Requirement: Output every record precisely.

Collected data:
+---+
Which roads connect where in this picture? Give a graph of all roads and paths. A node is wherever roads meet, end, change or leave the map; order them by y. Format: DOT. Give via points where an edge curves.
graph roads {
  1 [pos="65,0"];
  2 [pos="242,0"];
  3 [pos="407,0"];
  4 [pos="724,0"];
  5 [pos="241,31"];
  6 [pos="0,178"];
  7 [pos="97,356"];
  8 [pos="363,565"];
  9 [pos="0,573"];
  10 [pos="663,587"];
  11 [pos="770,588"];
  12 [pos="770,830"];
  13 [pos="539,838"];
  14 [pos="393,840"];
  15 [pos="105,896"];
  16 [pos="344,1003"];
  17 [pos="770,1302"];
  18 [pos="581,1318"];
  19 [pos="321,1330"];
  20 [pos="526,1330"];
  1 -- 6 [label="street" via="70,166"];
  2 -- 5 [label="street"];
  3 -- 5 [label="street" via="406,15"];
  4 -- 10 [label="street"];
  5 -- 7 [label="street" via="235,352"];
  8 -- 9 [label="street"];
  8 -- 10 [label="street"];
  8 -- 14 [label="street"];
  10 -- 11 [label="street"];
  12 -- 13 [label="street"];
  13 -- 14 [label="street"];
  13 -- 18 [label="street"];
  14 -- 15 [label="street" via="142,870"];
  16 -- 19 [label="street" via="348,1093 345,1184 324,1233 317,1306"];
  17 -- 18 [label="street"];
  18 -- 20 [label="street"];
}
+---+
Written solution:
Which roads connect where in this picture? Give a graph of all roads and paths. A node is wherever roads meet, end, change or leave the map; order them by y. Format: DOT. Give via points where an edge curves.
graph roads {
  1 [pos="65,0"];
  2 [pos="242,0"];
  3 [pos="407,0"];
  4 [pos="724,0"];
  5 [pos="241,31"];
  6 [pos="0,178"];
  7 [pos="97,356"];
  8 [pos="363,565"];
  9 [pos="0,573"];
  10 [pos="663,587"];
  11 [pos="770,588"];
  12 [pos="770,830"];
  13 [pos="539,838"];
  14 [pos="393,840"];
  15 [pos="105,896"];
  16 [pos="344,1003"];
  17 [pos="770,1302"];
  18 [pos="581,1318"];
  19 [pos="321,1330"];
  20 [pos="526,1330"];
  1 -- 6 [label="street" via="70,166"];
  2 -- 5 [label="street"];
  3 -- 5 [label="street" via="406,15"];
  4 -- 10 [label="street"];
  5 -- 7 [label="street" via="235,352"];
  8 -- 9 [label="street"];
  8 -- 10 [label="street"];
  8 -- 14 [label="street"];
  10 -- 11 [label="street"];
  12 -- 13 [label="street"];
  13 -- 14 [label="street"];
  13 -- 18 [label="street"];
  14 -- 15 [label="street" via="142,870"];
  16 -- 19 [label="street" via="348,1093 345,1184 324,1233 317,1306"];
  17 -- 18 [label="street"];
  18 -- 20 [label="street"];
}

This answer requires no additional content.